• **WORK REQUIRED**
Only lines holding "Ohio" are needed; copy each of them from the data below.

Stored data

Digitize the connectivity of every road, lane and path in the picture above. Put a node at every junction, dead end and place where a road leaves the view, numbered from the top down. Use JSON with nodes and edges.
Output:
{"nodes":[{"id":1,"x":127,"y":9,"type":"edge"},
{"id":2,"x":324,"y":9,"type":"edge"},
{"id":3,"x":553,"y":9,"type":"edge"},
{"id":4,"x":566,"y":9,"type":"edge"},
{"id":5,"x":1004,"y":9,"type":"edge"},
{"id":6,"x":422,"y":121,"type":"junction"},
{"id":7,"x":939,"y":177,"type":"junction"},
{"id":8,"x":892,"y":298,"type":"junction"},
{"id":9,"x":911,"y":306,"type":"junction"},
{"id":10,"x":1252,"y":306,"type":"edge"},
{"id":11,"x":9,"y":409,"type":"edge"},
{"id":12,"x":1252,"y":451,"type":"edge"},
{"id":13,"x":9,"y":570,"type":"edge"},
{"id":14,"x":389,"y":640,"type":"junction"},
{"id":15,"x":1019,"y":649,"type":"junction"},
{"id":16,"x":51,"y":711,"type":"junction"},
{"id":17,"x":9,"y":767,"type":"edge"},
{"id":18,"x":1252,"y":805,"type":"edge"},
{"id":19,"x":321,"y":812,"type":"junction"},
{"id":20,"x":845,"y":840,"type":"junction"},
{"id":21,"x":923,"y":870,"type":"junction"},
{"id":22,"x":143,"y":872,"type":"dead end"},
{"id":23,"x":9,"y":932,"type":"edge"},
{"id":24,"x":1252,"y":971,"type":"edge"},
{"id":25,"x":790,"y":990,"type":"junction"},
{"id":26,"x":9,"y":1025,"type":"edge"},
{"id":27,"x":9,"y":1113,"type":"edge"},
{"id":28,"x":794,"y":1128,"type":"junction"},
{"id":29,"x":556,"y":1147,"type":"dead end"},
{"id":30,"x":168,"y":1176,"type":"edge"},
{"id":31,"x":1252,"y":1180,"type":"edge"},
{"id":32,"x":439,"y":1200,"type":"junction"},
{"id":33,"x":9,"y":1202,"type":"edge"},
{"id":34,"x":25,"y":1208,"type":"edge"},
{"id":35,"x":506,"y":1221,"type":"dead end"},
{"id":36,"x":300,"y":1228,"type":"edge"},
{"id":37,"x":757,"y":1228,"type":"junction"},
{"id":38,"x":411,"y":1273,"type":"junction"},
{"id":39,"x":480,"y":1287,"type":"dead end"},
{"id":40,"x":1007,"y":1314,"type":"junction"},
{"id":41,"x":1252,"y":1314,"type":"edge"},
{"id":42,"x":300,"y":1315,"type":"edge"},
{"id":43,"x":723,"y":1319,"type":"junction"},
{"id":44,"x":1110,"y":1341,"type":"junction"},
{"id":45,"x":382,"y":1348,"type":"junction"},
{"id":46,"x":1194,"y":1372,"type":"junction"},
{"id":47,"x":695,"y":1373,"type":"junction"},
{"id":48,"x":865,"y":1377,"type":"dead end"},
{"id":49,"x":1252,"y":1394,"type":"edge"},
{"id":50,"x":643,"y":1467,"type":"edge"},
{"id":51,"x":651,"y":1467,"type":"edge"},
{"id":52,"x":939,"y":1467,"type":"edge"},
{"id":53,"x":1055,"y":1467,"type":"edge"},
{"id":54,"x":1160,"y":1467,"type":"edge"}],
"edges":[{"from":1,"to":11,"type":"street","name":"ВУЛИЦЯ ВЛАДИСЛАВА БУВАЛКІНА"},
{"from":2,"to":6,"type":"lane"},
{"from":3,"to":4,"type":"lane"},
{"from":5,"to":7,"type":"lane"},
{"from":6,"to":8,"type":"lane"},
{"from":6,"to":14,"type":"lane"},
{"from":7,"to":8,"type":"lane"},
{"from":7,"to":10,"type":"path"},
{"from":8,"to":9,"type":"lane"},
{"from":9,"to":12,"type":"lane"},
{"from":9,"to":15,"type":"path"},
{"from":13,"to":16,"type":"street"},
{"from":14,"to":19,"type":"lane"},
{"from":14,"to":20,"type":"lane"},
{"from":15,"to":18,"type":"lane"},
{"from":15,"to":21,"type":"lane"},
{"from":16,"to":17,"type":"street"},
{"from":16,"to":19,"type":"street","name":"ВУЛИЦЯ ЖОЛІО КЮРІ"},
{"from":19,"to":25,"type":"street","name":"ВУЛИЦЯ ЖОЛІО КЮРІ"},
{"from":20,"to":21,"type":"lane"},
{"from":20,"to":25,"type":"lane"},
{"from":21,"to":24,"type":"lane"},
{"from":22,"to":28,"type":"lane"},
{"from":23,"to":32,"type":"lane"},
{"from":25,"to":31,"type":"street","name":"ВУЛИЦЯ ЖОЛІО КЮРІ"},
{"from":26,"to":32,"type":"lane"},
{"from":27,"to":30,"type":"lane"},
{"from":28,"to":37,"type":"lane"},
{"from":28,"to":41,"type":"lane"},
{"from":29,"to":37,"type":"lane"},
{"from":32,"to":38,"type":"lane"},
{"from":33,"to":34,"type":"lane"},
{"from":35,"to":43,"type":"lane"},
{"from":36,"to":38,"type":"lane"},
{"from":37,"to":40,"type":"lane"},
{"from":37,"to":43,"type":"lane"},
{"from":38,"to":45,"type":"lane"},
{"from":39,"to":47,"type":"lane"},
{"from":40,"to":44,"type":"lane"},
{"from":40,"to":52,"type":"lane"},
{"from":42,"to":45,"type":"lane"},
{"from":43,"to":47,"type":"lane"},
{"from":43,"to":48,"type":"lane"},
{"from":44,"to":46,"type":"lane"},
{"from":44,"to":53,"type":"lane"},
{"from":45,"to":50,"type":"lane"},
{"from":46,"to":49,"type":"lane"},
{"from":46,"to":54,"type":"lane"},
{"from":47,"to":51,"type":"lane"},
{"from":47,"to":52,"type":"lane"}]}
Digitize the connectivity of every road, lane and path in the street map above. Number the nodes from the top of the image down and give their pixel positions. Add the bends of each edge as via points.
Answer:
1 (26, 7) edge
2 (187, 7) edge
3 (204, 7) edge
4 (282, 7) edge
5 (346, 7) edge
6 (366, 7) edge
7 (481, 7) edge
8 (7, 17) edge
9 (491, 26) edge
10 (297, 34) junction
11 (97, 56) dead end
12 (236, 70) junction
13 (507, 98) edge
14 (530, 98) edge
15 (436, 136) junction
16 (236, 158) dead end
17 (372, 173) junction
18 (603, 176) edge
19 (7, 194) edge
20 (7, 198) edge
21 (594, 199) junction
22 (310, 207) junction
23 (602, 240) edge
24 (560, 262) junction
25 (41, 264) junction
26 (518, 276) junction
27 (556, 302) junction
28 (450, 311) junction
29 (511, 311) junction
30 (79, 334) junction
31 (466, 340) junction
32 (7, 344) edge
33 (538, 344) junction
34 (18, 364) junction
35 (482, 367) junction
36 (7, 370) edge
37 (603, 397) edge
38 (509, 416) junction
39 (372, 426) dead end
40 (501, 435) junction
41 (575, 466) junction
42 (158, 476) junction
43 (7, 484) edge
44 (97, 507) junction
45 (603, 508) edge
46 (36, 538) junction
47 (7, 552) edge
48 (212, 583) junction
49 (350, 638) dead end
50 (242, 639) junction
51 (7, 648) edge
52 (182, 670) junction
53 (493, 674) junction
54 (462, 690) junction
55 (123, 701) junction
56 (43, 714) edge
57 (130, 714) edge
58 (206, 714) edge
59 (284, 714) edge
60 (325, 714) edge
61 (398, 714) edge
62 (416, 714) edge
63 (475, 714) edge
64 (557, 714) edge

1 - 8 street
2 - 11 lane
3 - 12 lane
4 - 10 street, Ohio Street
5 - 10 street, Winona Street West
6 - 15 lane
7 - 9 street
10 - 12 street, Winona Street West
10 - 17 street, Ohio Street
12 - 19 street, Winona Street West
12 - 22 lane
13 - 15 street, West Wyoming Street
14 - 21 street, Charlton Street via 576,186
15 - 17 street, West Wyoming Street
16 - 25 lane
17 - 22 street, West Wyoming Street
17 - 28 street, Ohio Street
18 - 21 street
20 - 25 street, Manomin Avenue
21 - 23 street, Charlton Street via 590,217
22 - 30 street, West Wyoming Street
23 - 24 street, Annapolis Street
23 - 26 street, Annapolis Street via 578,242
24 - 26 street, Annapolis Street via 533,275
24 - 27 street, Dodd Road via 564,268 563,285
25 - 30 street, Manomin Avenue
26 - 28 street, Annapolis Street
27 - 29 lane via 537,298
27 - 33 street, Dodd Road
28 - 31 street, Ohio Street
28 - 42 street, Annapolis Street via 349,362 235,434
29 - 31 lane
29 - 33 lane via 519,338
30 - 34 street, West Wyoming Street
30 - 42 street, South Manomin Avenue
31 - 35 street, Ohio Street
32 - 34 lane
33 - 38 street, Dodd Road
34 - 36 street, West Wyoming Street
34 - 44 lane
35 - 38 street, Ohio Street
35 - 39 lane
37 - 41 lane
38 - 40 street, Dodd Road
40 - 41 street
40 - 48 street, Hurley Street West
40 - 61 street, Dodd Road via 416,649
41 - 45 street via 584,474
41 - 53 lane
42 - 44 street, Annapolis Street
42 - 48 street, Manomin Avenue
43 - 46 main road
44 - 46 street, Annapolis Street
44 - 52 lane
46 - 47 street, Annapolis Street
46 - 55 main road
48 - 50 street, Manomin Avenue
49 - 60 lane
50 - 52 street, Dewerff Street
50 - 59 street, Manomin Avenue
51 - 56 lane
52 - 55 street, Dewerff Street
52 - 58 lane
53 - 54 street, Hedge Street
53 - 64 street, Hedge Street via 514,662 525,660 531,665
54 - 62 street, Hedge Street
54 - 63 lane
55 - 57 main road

• **WRITTEN ANSWER**
4 - 10 street, Ohio Street
10 - 17 street, Ohio Street
17 - 28 street, Ohio Street
28 - 31 street, Ohio Street
31 - 35 street, Ohio Street
35 - 38 street, Ohio Street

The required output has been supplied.